Work to be completed
Within the records that follow, find every line containing the string "نوریان". Copy those lines.
---------- Information
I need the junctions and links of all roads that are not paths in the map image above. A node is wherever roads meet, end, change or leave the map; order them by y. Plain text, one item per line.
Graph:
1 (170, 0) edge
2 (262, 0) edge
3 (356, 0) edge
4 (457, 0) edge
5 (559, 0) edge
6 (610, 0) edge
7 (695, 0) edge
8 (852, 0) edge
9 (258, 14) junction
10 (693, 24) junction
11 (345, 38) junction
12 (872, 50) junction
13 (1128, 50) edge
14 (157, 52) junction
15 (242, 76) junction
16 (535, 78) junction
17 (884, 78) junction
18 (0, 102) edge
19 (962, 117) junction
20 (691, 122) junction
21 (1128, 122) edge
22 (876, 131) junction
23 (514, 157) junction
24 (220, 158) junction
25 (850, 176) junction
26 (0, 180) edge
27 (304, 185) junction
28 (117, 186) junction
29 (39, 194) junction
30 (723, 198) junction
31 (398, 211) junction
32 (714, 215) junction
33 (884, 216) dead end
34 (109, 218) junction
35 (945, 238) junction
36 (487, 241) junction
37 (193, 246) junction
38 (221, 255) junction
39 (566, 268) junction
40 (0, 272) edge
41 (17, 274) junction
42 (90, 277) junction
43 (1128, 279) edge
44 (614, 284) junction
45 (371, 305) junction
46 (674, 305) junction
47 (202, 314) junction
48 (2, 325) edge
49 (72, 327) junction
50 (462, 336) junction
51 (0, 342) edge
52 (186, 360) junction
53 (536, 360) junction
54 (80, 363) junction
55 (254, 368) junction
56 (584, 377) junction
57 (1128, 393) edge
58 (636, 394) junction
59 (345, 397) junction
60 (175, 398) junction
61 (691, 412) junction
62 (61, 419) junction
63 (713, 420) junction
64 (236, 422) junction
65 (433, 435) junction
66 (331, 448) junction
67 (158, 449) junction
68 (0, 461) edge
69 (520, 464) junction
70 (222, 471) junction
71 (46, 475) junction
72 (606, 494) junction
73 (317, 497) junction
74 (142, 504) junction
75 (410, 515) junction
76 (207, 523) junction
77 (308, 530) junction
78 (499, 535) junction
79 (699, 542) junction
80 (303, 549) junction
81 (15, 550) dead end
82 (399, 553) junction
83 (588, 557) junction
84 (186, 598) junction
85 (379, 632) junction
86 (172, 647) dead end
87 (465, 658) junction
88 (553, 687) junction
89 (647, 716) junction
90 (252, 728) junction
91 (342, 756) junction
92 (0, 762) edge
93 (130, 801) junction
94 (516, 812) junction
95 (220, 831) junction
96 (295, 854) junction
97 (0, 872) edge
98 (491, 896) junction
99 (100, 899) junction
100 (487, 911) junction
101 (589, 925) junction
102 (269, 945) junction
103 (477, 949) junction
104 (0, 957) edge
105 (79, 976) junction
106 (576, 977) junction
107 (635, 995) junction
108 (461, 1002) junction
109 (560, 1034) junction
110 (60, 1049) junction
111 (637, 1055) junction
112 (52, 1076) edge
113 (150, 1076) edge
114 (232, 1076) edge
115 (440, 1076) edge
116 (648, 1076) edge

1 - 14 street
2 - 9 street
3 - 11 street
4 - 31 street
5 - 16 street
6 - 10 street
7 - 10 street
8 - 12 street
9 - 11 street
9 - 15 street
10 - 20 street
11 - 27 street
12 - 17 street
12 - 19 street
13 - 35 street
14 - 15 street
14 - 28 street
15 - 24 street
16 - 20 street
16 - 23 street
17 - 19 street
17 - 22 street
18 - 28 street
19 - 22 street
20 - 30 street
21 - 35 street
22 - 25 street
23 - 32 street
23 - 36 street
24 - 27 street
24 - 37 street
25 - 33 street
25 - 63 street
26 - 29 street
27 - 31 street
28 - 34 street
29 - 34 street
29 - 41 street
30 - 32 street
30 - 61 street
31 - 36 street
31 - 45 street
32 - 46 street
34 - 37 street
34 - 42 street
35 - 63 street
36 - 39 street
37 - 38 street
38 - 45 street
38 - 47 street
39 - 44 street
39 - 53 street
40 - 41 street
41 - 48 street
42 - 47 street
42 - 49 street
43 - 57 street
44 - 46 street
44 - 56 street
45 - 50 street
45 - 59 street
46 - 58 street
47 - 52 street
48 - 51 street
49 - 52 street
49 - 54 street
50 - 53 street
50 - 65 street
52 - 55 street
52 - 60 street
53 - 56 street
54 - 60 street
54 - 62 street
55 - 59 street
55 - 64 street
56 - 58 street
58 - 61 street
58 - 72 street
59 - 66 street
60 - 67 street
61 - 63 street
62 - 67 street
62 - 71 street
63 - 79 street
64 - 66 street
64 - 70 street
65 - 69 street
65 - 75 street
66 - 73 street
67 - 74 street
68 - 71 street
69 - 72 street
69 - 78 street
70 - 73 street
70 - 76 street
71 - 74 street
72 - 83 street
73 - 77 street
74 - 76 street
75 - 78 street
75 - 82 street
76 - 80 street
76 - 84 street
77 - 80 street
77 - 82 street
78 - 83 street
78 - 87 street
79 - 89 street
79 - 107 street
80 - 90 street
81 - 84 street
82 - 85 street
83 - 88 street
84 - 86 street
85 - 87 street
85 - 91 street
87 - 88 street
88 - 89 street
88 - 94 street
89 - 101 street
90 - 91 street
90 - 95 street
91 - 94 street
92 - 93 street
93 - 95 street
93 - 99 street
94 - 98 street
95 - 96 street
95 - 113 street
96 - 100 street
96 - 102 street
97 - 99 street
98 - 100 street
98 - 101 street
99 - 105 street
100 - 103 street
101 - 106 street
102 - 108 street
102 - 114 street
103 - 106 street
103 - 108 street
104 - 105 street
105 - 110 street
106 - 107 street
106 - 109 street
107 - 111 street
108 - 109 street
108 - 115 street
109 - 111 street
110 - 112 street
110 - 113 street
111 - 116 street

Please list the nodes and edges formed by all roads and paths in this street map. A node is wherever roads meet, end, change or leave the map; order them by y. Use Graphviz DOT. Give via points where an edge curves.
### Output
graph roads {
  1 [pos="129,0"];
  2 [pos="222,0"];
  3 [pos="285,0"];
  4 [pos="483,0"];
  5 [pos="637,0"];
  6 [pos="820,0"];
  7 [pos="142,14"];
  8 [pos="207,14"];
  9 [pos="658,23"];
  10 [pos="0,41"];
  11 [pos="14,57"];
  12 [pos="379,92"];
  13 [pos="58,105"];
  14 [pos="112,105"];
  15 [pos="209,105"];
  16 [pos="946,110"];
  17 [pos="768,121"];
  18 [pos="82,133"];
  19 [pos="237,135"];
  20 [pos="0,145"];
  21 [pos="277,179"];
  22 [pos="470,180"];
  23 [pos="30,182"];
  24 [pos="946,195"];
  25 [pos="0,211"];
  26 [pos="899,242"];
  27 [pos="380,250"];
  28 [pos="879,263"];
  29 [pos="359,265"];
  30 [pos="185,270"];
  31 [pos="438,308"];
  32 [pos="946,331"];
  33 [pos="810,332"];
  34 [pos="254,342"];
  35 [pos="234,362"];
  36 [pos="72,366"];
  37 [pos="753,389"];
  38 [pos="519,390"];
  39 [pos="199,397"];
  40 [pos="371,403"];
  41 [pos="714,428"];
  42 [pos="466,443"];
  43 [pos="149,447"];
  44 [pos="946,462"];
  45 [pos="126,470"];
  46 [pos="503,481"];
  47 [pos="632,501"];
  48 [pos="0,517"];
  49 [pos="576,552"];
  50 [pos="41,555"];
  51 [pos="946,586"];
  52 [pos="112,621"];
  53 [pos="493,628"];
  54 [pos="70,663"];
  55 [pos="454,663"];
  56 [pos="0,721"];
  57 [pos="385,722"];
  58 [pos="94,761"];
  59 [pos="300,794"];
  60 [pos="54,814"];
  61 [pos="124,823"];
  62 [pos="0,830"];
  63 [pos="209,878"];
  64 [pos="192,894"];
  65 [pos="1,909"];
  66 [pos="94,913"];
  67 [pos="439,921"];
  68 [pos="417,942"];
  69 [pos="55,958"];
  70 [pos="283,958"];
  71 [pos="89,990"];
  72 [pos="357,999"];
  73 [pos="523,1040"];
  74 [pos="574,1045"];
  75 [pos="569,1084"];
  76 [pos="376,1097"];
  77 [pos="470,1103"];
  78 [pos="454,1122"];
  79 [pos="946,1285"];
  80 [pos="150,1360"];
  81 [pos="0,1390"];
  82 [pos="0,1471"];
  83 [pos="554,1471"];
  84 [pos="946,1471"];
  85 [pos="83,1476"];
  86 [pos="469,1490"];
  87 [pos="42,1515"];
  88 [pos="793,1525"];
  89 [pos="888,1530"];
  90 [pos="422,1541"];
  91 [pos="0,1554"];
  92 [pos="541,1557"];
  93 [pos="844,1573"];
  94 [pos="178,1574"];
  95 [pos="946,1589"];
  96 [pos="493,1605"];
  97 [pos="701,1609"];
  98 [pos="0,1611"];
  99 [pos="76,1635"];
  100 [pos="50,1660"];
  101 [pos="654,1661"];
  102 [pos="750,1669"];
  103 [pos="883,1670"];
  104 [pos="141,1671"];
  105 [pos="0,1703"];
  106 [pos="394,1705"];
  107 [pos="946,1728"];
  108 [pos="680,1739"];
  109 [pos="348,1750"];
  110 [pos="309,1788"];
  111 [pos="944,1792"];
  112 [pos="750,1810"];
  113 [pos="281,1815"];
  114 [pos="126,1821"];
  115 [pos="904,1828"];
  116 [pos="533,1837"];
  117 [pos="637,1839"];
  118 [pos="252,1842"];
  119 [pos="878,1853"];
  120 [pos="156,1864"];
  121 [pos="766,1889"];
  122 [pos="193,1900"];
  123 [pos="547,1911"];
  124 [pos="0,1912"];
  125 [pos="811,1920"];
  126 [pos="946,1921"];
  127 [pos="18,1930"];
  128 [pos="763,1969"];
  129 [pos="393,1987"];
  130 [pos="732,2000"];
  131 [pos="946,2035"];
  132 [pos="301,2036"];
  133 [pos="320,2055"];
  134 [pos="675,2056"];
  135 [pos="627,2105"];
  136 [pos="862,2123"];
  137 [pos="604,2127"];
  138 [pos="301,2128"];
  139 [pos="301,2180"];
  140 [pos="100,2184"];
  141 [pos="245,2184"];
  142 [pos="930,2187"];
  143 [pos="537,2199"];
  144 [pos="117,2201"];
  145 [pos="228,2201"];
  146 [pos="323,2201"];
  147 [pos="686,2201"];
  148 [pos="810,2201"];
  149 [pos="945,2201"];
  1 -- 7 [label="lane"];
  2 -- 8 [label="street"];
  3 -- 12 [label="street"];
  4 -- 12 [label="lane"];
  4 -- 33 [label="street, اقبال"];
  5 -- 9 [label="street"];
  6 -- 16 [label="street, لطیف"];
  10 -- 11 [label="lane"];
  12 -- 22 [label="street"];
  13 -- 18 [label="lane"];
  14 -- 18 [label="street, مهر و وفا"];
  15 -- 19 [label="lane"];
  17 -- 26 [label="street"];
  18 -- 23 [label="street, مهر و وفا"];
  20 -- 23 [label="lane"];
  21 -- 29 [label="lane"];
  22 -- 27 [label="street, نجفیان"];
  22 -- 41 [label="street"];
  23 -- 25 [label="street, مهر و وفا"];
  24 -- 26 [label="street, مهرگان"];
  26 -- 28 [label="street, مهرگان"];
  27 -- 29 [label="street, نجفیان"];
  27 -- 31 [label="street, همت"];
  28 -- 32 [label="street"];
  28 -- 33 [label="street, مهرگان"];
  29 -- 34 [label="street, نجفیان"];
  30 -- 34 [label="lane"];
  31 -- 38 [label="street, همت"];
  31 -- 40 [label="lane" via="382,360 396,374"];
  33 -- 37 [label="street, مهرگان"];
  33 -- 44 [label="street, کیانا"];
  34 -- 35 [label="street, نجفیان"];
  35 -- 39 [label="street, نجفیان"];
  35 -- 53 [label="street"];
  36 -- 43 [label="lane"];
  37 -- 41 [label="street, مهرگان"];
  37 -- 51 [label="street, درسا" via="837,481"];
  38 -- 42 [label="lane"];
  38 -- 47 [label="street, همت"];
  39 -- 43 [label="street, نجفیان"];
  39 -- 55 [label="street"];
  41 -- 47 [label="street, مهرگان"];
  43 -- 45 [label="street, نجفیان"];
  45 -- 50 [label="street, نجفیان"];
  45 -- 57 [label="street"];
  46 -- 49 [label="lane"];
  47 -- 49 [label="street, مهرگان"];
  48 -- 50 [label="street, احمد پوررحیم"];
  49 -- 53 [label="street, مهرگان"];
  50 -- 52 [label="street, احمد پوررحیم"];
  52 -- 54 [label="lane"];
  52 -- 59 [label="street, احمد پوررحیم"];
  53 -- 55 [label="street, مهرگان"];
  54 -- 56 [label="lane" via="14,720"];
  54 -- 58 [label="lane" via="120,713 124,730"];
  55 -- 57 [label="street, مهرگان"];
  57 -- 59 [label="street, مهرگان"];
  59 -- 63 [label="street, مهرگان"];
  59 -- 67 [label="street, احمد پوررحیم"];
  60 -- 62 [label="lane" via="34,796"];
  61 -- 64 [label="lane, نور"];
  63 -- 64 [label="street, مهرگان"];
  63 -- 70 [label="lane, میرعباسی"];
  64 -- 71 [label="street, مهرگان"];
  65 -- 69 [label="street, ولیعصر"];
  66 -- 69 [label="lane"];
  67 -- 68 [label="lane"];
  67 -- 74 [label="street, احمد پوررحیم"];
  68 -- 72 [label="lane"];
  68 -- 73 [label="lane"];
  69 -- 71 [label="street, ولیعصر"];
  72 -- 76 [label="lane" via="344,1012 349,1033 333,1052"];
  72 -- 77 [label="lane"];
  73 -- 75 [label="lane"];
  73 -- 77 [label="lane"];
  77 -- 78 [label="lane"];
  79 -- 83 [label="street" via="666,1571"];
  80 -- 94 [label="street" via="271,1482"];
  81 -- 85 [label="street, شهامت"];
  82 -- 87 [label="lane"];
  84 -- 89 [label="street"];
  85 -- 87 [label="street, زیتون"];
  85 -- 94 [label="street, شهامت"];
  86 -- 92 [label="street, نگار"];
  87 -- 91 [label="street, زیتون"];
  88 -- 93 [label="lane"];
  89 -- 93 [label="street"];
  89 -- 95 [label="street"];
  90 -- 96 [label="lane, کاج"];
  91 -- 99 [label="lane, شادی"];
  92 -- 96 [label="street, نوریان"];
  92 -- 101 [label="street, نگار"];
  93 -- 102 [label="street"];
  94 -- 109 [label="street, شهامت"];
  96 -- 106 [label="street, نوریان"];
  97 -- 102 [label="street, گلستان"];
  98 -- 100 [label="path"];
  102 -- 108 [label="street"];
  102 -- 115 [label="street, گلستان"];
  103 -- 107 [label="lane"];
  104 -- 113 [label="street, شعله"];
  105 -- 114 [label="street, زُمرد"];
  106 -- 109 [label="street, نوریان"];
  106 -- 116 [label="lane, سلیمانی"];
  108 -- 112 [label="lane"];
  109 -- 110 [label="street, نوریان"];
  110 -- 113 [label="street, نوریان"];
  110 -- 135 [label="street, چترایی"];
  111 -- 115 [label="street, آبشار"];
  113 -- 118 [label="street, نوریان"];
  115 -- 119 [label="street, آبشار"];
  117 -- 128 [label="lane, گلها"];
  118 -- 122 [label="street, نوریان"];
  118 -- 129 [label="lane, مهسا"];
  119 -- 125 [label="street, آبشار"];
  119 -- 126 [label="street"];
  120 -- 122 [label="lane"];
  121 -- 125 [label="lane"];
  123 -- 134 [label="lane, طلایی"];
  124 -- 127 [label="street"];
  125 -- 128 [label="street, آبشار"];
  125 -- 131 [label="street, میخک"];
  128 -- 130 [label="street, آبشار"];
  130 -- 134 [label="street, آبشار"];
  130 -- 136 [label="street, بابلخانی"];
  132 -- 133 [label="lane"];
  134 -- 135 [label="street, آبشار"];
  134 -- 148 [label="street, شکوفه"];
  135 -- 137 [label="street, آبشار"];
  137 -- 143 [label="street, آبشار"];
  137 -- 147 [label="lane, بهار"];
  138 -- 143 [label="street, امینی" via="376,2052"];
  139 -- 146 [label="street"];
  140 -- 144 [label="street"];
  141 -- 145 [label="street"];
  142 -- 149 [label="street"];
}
--------------------
Your response
  92 -- 96 [label="street, نوریان"];
  96 -- 106 [label="street, نوریان"];
  106 -- 109 [label="street, نوریان"];
  109 -- 110 [label="street, نوریان"];
  110 -- 113 [label="street, نوریان"];
  113 -- 118 [label="street, نوریان"];
  118 -- 122 [label="street, نوریان"];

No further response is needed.